6.3 KiB
authors | state |
---|---|
Gabriel Corado (gabriel.oliveira@goteleport.com) | implemented |
RFD 68 - Session recording modes
What
This RFD proposes giving users a configuration to decide how to deal with sessions that can't be recorded.
Why
In cases where Teleport is configured to record sessions on the node using the asynchronous format, disk failures (for example, no space left) causes the node to be inaccessible. Where Teleport is the only way of accessing those resources, administrators cannot perform the necessary actions on these nodes to bring them back to a normal state.
Goals
- Prevent nodes from being inaccessible when there are session recording failures.
- Enable users to configure the strictness of the presence of session recordings.
Non-goals:
- Infrastructure-related metrics (such as disk space left).
- Enable access when the recording mode is set to the proxy.
- Handle audit logging (events) failures.
- Cover applications and databases "session recordings".
Details
As mentioned before, recording modes will define how Teleport proceeds in case
of failures.

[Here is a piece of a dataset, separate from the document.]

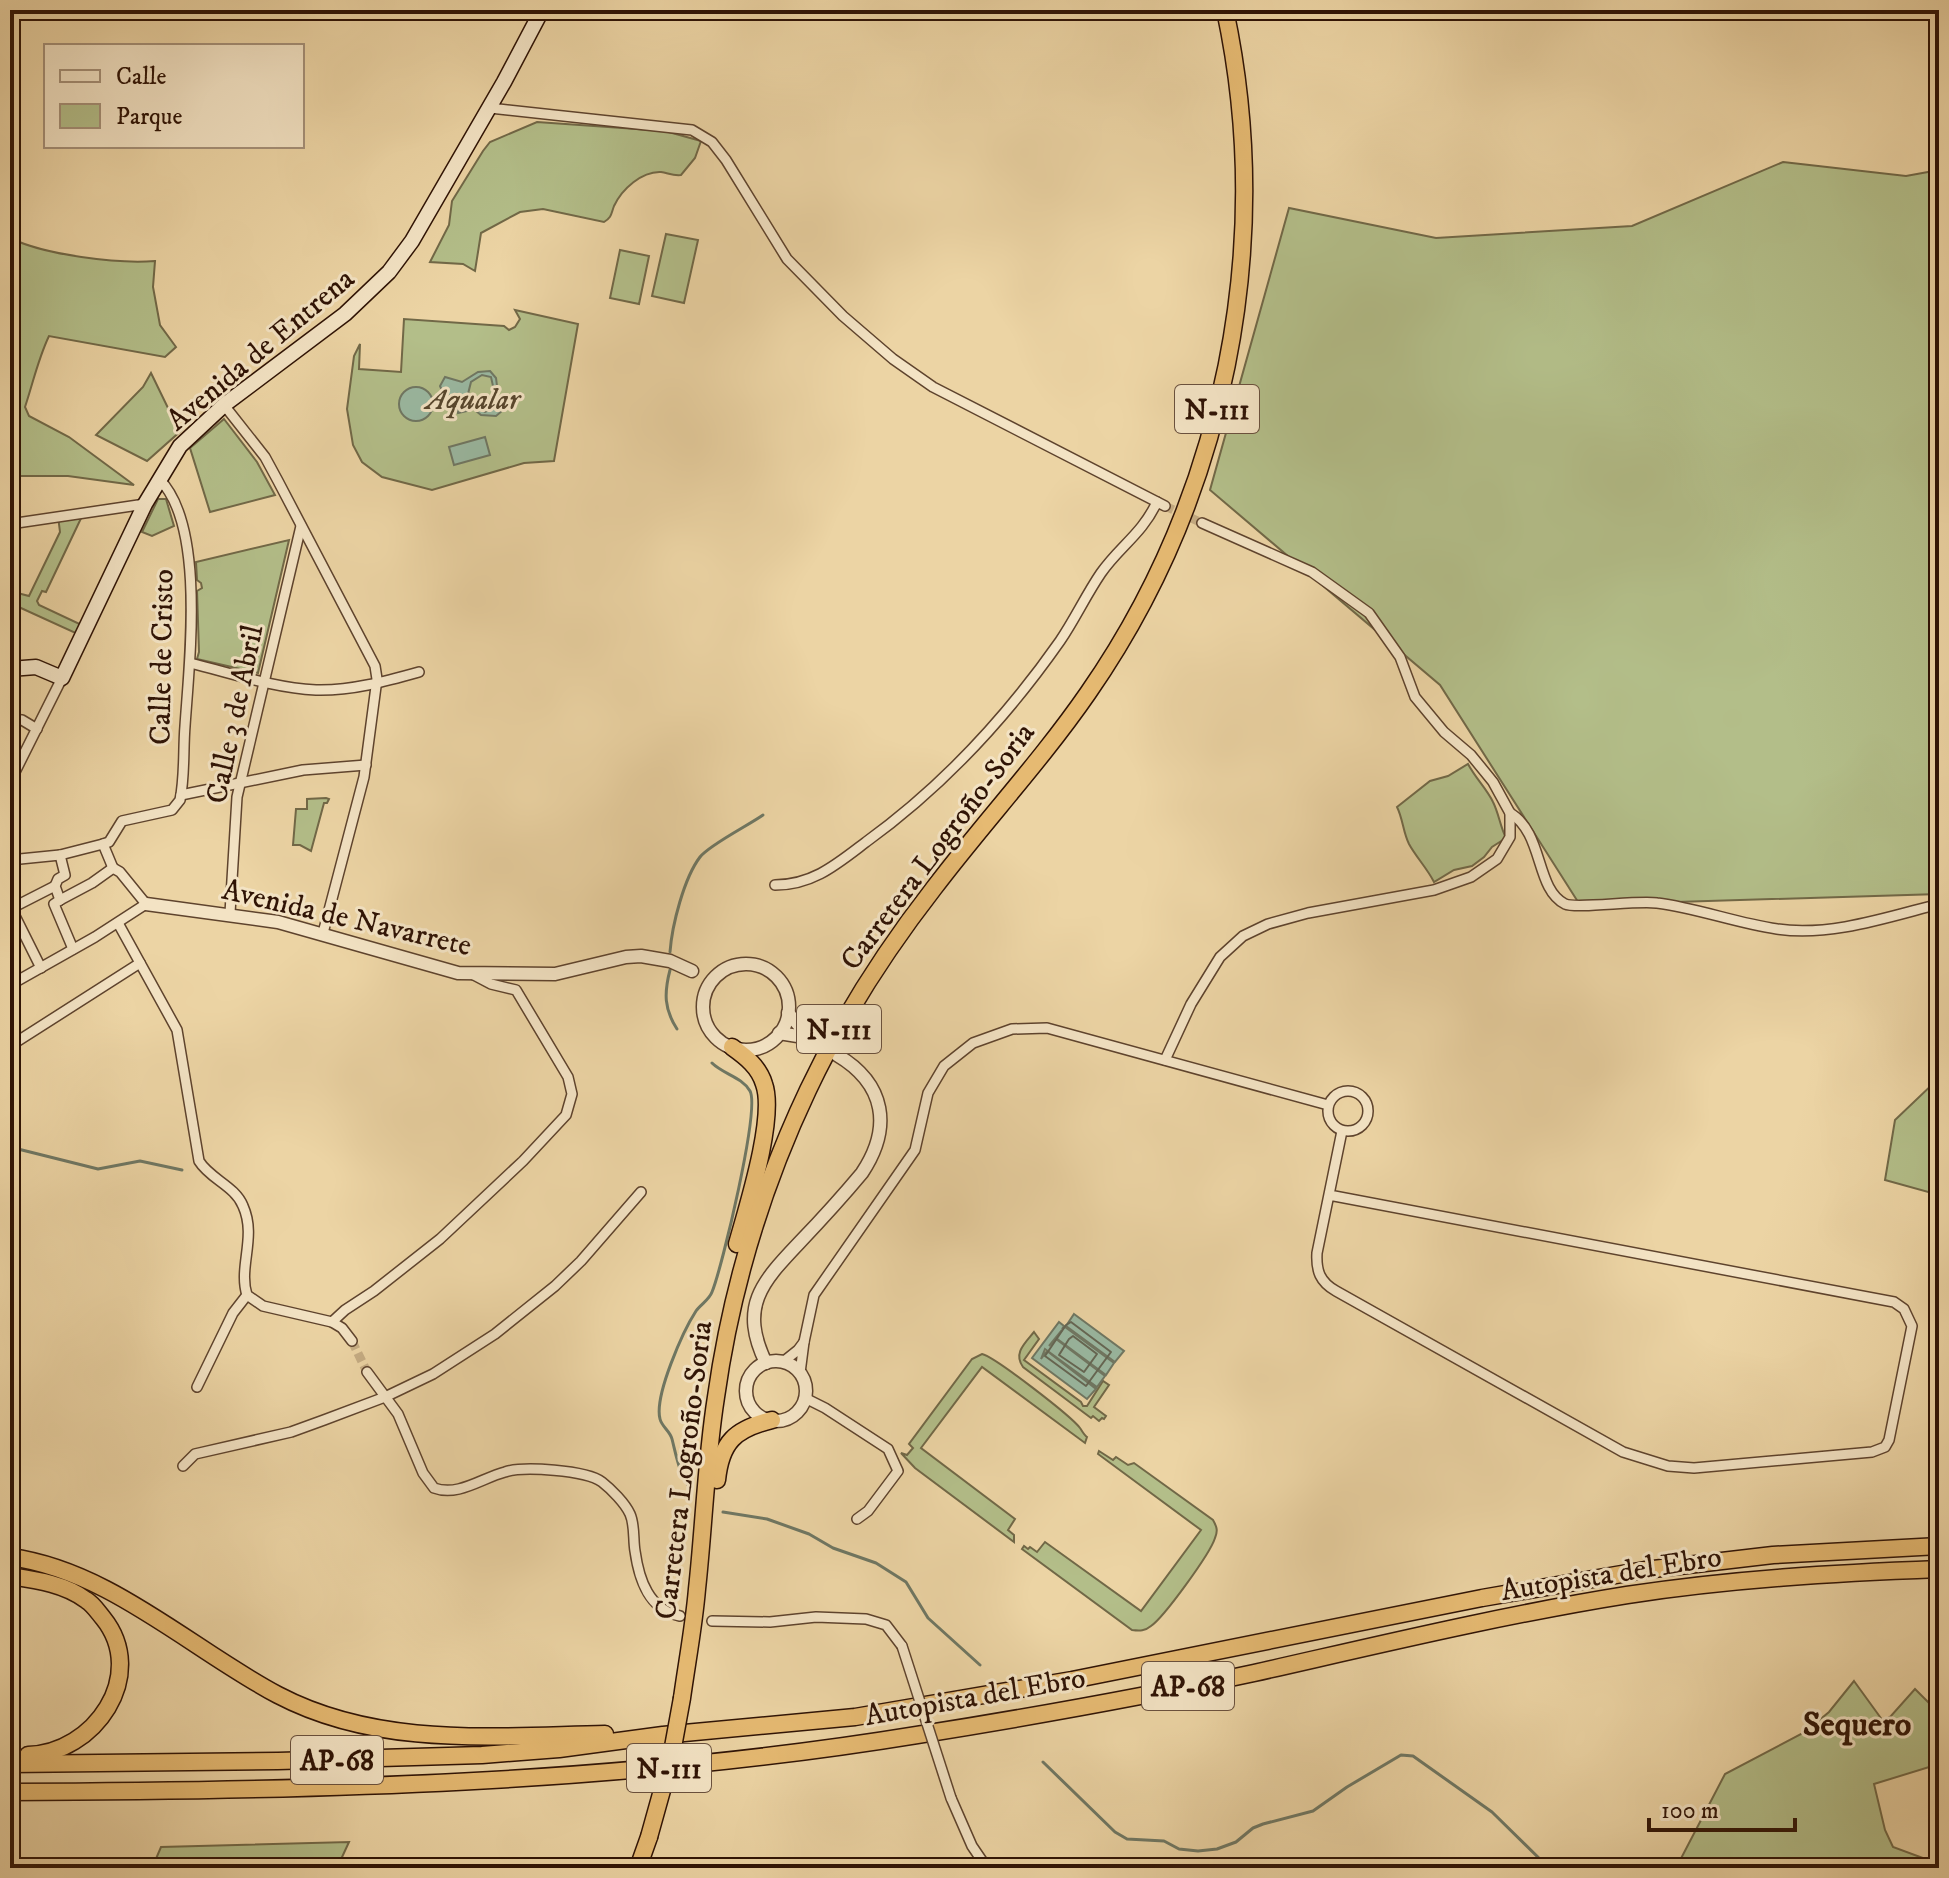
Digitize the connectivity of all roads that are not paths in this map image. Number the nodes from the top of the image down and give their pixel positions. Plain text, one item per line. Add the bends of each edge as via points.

We only consider asynchronous session recordings on the servers
(session_recording: node
on Teleport config) for this RFD. The failures
covered are related to I/O while writing session recording events to the server
disk.
There are going to be two audit modes:
- Strict: Teleport won't tolerate session recording to fail. In practice, if Teleport cannot record the session, it will not start or will be terminated (in case it is already in progress). This mode will be the recommended one as it guarantees all sessions are being recorded.
- Best-effort: Session recording failures are tolerated in this mode, meaning that Teleport will allow sessions without recording them. System administrators might use this mode to be able to access resources continually.
UX
Configuration
The configuration is going to be done at the role level. The role option
record_session
will be extended to hold the strict
and best_effort
audit
mode values. It will have one entry per session kind (desktop, databases,
applications, Kubernetes, and SSH). In addition, there will be a default
entry
for setting a default value used when sessions kind doesn't have one set.
The default value (when none is specified in the user’s role) is best_effort
.
This allows users to access their servers in case of failures without changing
their roles. Note that this is a behavior change since, currently, Teleport
prevents sessions from happening if there is a failure on the recording.
For this RFD, only the default
, k8s
and ssh
options are going to be added.
Note: Currently, the option record_session.desktop
uses a boolean value to
enable/disable session recordings. When adding recording modes to desktop
access, this property will have to be converted to a string to support accepting
the modes. This change will have to be backward compatible.
Role example:
kind: role
version: v5
metadata:
name: alice
spec:
allow:
...
options:
record_session:
default: strict|best_effort
ssh: strict|best_effort
k8s: strict|best_effort
Modes precedence
The strict mode takes precedence to avoid giving undesired users the ability to
start a session in the best-effort mode. For example, if the user has multiple
roles attached to them, and at least one has the option set to strict
, their
session recording will be on strict mode. This rule also applies to the
default
values.
When users have multiple roles assigned, the session recording mode will be set to the strictest. See the example below:
Let's say a user has two roles assigned:
# Role 1:
options:
record_session:
default: strict
ssh: best_effort
k8s: strict
# Role 2:
options:
record_session:
default: best_effort
If the user:
- starts an SSH session: mode will be set to
best_effort
. - starts a Kubernetes session: mode will be set to
strict
because role 1 is stricter. - starts a desktop session: none of the roles define a direct value for desktop so that the strictest default value will be used. In this case, from role 1.
Examples
Strict mode
# Prevent users from starting new SSH sessions when it encounters an audit error.
$ tsh ssh root@node
Session could not start due to node error.
ERROR: ssh: could not start shell
# Terminate the SSH session if it encounters an audit error.
$ tsh ssh root@node
root@node:~$ echo "Hello server"
Hello server
Session terminating due to node error.
Closing session...
# Same for Kubernetes exec sessions.
$ tsh kube exec -t pod-name bash
root@container:~$ echo "Hello server"
Hello server
Session terminating due to node error.
Closing session...
Best effort mode
# SSH Session starts with a "warning" message.
$ tsh ssh root@node
Warning: node error. This might cause some functionalities not to work correctly.
root@node:~$ echo "Hello server"
Hello server
root@node:~$ exit
logout
the connection was closed on the remote side on 01 Jan 22 00:00 -00
# Same for Kubernetes exec sessions.
$ tsh kube exec -t pod-name bash
Warning: node error. This might cause some functionalities not to work correctly.
root@container:~$ echo "Hello server"
Hello server
root@container:~$ exit
# Keep the session running if it encounters an audit error.
$ tsh ssh root@node
root@node:~$ echo "Hello server"
Hello server
Warning: node error. This might cause some functionalities not to work correctly.
root@node:~$ exit
# Same for Kubernetes exec sessions.
$ tsh kube exec -t pod-name bash
root@container:~$ echo "Hello server"
Hello server
Warning: node error. This might cause some functionalities not to work correctly.
root@container:~$ exit
Security
Bypassing session recording
Although this RFD doesn't cover session recording toggle, the best effort mode will purpose scenarios where it is ok not to have session recording. Users with this mode set to their role might use this to have unrecorded sessions.
Another way to corrupt session recording is to fill the node disk during the session, in this case, Teleport won't be able to record the session and upload it. For this, when the session is set to strict, the session will terminate as soon as Teleport encounters a failure.